(Data records)
***
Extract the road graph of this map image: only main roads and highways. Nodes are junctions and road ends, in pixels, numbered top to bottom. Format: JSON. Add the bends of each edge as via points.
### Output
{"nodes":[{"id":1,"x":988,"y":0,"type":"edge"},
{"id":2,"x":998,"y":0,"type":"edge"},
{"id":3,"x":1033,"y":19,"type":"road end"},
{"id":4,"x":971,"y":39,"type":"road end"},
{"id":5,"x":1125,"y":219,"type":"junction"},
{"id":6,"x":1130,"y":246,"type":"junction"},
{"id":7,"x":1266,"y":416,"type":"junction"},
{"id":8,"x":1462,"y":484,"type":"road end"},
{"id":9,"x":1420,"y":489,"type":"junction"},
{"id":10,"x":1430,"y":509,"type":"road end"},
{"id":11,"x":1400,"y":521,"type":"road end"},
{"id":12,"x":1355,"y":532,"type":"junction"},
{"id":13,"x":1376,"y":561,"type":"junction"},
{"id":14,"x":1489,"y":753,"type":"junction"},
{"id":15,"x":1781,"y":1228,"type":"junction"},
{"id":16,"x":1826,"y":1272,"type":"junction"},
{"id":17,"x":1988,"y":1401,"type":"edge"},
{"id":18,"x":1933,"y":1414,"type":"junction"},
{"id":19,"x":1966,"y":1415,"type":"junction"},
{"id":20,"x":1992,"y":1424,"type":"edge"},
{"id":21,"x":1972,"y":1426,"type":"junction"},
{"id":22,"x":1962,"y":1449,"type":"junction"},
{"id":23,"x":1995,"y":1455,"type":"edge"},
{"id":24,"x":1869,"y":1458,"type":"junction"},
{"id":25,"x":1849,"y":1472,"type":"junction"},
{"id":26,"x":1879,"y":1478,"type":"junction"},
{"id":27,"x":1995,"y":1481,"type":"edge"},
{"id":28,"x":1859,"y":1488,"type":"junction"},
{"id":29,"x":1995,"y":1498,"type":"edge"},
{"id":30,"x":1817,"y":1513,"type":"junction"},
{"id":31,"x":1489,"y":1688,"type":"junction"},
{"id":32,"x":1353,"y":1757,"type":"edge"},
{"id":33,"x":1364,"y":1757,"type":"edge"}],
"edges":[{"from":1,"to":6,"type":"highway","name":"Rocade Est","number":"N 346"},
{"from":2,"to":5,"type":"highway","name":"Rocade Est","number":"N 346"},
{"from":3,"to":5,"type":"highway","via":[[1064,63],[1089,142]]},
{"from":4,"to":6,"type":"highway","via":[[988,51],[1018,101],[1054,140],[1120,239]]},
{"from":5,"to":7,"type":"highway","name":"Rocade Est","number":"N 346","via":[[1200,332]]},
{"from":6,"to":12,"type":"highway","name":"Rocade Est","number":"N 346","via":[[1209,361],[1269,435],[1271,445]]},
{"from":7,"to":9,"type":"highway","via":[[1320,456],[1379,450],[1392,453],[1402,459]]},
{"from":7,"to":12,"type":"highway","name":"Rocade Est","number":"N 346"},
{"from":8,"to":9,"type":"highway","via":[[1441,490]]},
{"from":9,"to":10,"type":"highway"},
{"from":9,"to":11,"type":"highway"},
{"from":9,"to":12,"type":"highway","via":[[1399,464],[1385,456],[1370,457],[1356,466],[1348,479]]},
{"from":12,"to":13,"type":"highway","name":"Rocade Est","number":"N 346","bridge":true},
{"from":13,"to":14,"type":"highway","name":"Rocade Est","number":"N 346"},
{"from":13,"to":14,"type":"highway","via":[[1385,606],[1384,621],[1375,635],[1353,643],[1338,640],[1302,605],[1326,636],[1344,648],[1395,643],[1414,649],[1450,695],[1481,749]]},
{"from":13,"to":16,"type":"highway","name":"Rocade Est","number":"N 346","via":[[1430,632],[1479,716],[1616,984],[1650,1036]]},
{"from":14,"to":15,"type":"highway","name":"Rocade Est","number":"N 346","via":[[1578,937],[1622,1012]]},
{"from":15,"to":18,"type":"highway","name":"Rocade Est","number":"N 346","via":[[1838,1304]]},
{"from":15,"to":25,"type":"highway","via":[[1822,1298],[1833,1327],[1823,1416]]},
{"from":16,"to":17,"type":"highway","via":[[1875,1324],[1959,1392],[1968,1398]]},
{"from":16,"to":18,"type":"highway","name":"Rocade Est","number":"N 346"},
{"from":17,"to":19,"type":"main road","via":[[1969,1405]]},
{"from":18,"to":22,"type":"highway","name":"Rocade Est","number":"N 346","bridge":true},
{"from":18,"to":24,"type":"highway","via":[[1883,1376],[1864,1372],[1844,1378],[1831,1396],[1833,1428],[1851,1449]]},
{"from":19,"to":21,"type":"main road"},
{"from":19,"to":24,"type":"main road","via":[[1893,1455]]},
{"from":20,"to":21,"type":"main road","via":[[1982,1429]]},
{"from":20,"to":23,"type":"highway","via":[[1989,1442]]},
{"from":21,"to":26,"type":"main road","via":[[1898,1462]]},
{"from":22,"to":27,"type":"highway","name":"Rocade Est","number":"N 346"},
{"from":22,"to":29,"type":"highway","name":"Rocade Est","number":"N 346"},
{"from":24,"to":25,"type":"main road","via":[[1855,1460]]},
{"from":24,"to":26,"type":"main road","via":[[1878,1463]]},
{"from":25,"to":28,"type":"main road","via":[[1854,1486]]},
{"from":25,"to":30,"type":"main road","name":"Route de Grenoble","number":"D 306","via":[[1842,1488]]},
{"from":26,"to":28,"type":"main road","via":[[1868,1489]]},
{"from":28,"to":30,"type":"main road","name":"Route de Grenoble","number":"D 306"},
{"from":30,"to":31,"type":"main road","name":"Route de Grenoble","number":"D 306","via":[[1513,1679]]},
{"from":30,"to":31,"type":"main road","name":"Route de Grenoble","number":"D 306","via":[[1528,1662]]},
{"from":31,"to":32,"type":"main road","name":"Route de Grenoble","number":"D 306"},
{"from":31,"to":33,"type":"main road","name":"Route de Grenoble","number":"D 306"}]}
***
**Task to complete**
In full and without alteration, retype the entries above.

**Result for this exercise**
Extract the road graph of this map image: only main roads and highways. Nodes are junctions and road ends, in pixels, numbered top to bottom. Format: JSON. Add the bends of each edge as via points.
### Output
{"nodes":[{"id":1,"x":988,"y":0,"type":"edge"},
{"id":2,"x":998,"y":0,"type":"edge"},
{"id":3,"x":1033,"y":19,"type":"road end"},
{"id":4,"x":971,"y":39,"type":"road end"},
{"id":5,"x":1125,"y":219,"type":"junction"},
{"id":6,"x":1130,"y":246,"type":"junction"},
{"id":7,"x":1266,"y":416,"type":"junction"},
{"id":8,"x":1462,"y":484,"type":"road end"},
{"id":9,"x":1420,"y":489,"type":"junction"},
{"id":10,"x":1430,"y":509,"type":"road end"},
{"id":11,"x":1400,"y":521,"type":"road end"},
{"id":12,"x":1355,"y":532,"type":"junction"},
{"id":13,"x":1376,"y":561,"type":"junction"},
{"id":14,"x":1489,"y":753,"type":"junction"},
{"id":15,"x":1781,"y":1228,"type":"junction"},
{"id":16,"x":1826,"y":1272,"type":"junction"},
{"id":17,"x":1988,"y":1401,"type":"edge"},
{"id":18,"x":1933,"y":1414,"type":"junction"},
{"id":19,"x":1966,"y":1415,"type":"junction"},
{"id":20,"x":1992,"y":1424,"type":"edge"},
{"id":21,"x":1972,"y":1426,"type":"junction"},
{"id":22,"x":1962,"y":1449,"type":"junction"},
{"id":23,"x":1995,"y":1455,"type":"edge"},
{"id":24,"x":1869,"y":1458,"type":"junction"},
{"id":25,"x":1849,"y":1472,"type":"junction"},
{"id":26,"x":1879,"y":1478,"type":"junction"},
{"id":27,"x":1995,"y":1481,"type":"edge"},
{"id":28,"x":1859,"y":1488,"type":"junction"},
{"id":29,"x":1995,"y":1498,"type":"edge"},
{"id":30,"x":1817,"y":1513,"type":"junction"},
{"id":31,"x":1489,"y":1688,"type":"junction"},
{"id":32,"x":1353,"y":1757,"type":"edge"},
{"id":33,"x":1364,"y":1757,"type":"edge"}],
"edges":[{"from":1,"to":6,"type":"highway","name":"Rocade Est","number":"N 346"},
{"from":2,"to":5,"type":"highway","name":"Rocade Est","number":"N 346"},
{"from":3,"to":5,"type":"highway","via":[[1064,63],[1089,142]]},
{"from":4,"to":6,"type":"highway","via":[[988,51],[1018,101],[1054,140],[1120,239]]},
{"from":5,"to":7,"type":"highway","name":"Rocade Est","number":"N 346","via":[[1200,332]]},
{"from":6,"to":12,"type":"highway","name":"Rocade Est","number":"N 346","via":[[1209,361],[1269,435],[1271,445]]},
{"from":7,"to":9,"type":"highway","via":[[1320,456],[1379,450],[1392,453],[1402,459]]},
{"from":7,"to":12,"type":"highway","name":"Rocade Est","number":"N 346"},
{"from":8,"to":9,"type":"highway","via":[[1441,490]]},
{"from":9,"to":10,"type":"highway"},
{"from":9,"to":11,"type":"highway"},
{"from":9,"to":12,"type":"highway","via":[[1399,464],[1385,456],[1370,457],[1356,466],[1348,479]]},
{"from":12,"to":13,"type":"highway","name":"Rocade Est","number":"N 346","bridge":true},
{"from":13,"to":14,"type":"highway","name":"Rocade Est","number":"N 346"},
{"from":13,"to":14,"type":"highway","via":[[1385,606],[1384,621],[1375,635],[1353,643],[1338,640],[1302,605],[1326,636],[1344,648],[1395,643],[1414,649],[1450,695],[1481,749]]},
{"from":13,"to":16,"type":"highway","name":"Rocade Est","number":"N 346","via":[[1430,632],[1479,716],[1616,984],[1650,1036]]},
{"from":14,"to":15,"type":"highway","name":"Rocade Est","number":"N 346","via":[[1578,937],[1622,1012]]},
{"from":15,"to":18,"type":"highway","name":"Rocade Est","number":"N 346","via":[[1838,1304]]},
{"from":15,"to":25,"type":"highway","via":[[1822,1298],[1833,1327],[1823,1416]]},
{"from":16,"to":17,"type":"highway","via":[[1875,1324],[1959,1392],[1968,1398]]},
{"from":16,"to":18,"type":"highway","name":"Rocade Est","number":"N 346"},
{"from":17,"to":19,"type":"main road","via":[[1969,1405]]},
{"from":18,"to":22,"type":"highway","name":"Rocade Est","number":"N 346","bridge":true},
{"from":18,"to":24,"type":"highway","via":[[1883,1376],[1864,1372],[1844,1378],[1831,1396],[1833,1428],[1851,1449]]},
{"from":19,"to":21,"type":"main road"},
{"from":19,"to":24,"type":"main road","via":[[1893,1455]]},
{"from":20,"to":21,"type":"main road","via":[[1982,1429]]},
{"from":20,"to":23,"type":"highway","via":[[1989,1442]]},
{"from":21,"to":26,"type":"main road","via":[[1898,1462]]},
{"from":22,"to":27,"type":"highway","name":"Rocade Est","number":"N 346"},
{"from":22,"to":29,"type":"highway","name":"Rocade Est","number":"N 346"},
{"from":24,"to":25,"type":"main road","via":[[1855,1460]]},
{"from":24,"to":26,"type":"main road","via":[[1878,1463]]},
{"from":25,"to":28,"type":"main road","via":[[1854,1486]]},
{"from":25,"to":30,"type":"main road","name":"Route de Grenoble","number":"D 306","via":[[1842,1488]]},
{"from":26,"to":28,"type":"main road","via":[[1868,1489]]},
{"from":28,"to":30,"type":"main road","name":"Route de Grenoble","number":"D 306"},
{"from":30,"to":31,"type":"main road","name":"Route de Grenoble","number":"D 306","via":[[1513,1679]]},
{"from":30,"to":31,"type":"main road","name":"Route de Grenoble","number":"D 306","via":[[1528,1662]]},
{"from":31,"to":32,"type":"main road","name":"Route de Grenoble","number":"D 306"},
{"from":31,"to":33,"type":"main road","name":"Route de Grenoble","number":"D 306"}]}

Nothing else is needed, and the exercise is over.